=== BRIEF ===
You are asked to filter the data below and copy every line holding "nodes".

Saved data entries
Content starts
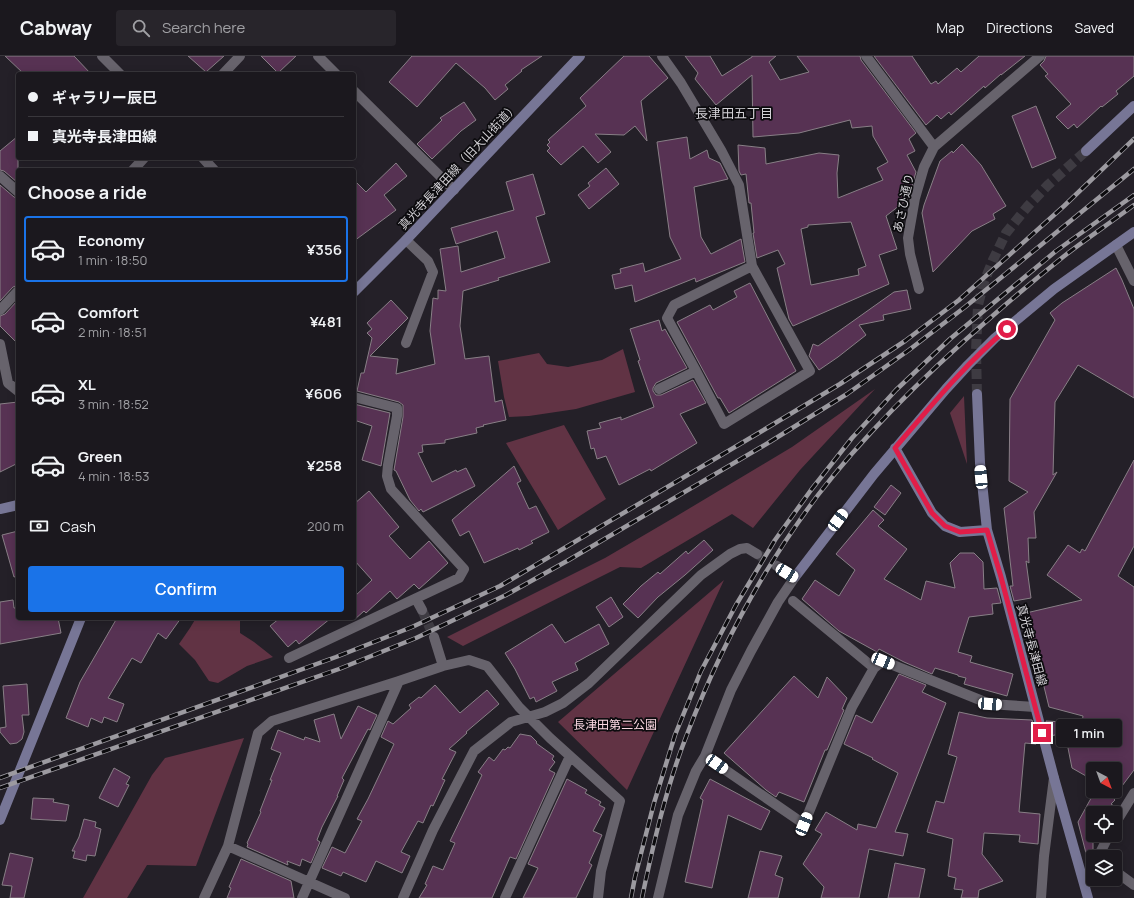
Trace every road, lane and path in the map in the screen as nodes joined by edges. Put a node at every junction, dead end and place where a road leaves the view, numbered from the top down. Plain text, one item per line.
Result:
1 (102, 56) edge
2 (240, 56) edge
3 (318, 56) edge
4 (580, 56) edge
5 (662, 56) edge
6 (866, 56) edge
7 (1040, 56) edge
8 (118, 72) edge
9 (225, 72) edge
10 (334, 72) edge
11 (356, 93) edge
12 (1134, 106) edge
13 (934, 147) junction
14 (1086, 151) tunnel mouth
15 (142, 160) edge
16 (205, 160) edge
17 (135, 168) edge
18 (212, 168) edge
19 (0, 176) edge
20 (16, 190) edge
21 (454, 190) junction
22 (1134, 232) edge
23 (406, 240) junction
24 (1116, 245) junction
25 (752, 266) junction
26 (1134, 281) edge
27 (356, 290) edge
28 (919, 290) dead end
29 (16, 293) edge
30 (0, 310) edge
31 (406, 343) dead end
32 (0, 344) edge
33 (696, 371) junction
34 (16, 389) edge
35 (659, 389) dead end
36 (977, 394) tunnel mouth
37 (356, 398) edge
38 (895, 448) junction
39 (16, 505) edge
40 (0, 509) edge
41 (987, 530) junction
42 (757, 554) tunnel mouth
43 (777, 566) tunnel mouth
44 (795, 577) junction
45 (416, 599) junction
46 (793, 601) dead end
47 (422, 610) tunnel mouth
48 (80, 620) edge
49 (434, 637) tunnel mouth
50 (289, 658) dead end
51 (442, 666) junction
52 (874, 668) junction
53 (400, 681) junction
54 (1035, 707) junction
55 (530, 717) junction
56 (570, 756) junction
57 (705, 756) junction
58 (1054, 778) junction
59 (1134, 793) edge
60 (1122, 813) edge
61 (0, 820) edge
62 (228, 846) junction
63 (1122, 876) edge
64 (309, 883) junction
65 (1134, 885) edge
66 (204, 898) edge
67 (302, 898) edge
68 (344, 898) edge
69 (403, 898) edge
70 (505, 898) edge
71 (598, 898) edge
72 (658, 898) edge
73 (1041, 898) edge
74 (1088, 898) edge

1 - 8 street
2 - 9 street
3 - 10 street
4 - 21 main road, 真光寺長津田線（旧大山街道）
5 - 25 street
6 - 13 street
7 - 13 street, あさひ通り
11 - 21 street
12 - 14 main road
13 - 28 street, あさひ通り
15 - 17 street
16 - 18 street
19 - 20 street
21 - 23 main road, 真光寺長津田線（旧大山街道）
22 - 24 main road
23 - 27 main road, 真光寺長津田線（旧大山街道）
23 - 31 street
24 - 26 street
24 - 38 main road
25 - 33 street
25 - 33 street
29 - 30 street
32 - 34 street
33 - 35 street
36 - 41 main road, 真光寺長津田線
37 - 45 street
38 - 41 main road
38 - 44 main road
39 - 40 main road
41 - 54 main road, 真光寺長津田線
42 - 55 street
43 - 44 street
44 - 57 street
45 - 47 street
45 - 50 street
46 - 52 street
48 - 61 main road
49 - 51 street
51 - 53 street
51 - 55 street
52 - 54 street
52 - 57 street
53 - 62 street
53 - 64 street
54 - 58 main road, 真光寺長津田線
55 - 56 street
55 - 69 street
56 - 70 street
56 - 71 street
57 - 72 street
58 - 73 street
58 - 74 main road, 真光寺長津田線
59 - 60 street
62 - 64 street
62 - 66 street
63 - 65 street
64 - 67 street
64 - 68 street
Content ends
Content starts
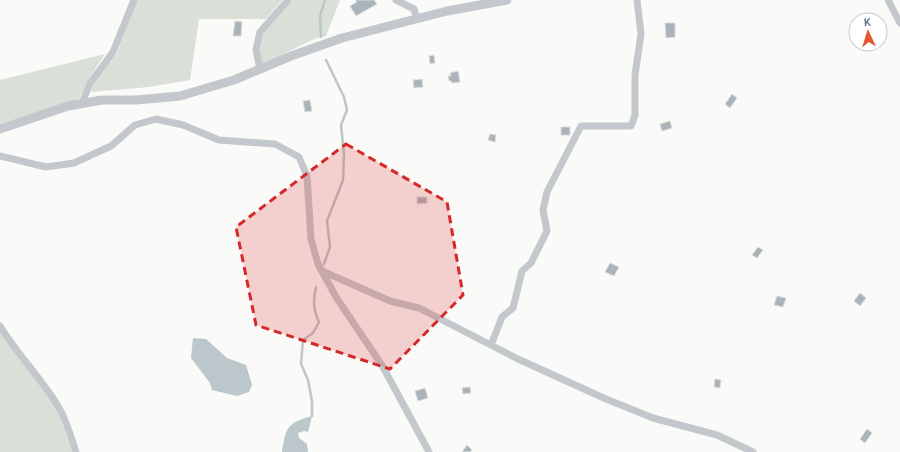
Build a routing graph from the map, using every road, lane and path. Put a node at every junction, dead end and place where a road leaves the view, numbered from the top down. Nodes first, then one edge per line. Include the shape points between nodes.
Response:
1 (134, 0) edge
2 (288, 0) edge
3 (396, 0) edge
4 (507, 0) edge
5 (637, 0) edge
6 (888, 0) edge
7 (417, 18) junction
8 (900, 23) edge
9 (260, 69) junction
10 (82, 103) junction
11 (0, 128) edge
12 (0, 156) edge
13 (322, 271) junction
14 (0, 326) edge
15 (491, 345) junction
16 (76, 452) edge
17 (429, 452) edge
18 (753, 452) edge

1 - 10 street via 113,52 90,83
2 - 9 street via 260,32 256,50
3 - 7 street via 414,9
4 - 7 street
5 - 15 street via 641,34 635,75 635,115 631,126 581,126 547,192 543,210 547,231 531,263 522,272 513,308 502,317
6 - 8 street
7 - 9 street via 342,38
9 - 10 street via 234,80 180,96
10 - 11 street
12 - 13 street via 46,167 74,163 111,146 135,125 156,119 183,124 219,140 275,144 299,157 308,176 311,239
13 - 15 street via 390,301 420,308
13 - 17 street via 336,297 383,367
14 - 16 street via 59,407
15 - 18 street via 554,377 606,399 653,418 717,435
Content ends
=== EXERCISE RESULT ===
Trace every road, lane and path in the map in the screen as nodes joined by edges. Put a node at every junction, dead end and place where a road leaves the view, numbered from the top down. Plain text, one item per line.
Build a routing graph from the map, using every road, lane and path. Put a node at every junction, dead end and place where a road leaves the view, numbered from the top down. Nodes first, then one edge per line. Include the shape points between nodes.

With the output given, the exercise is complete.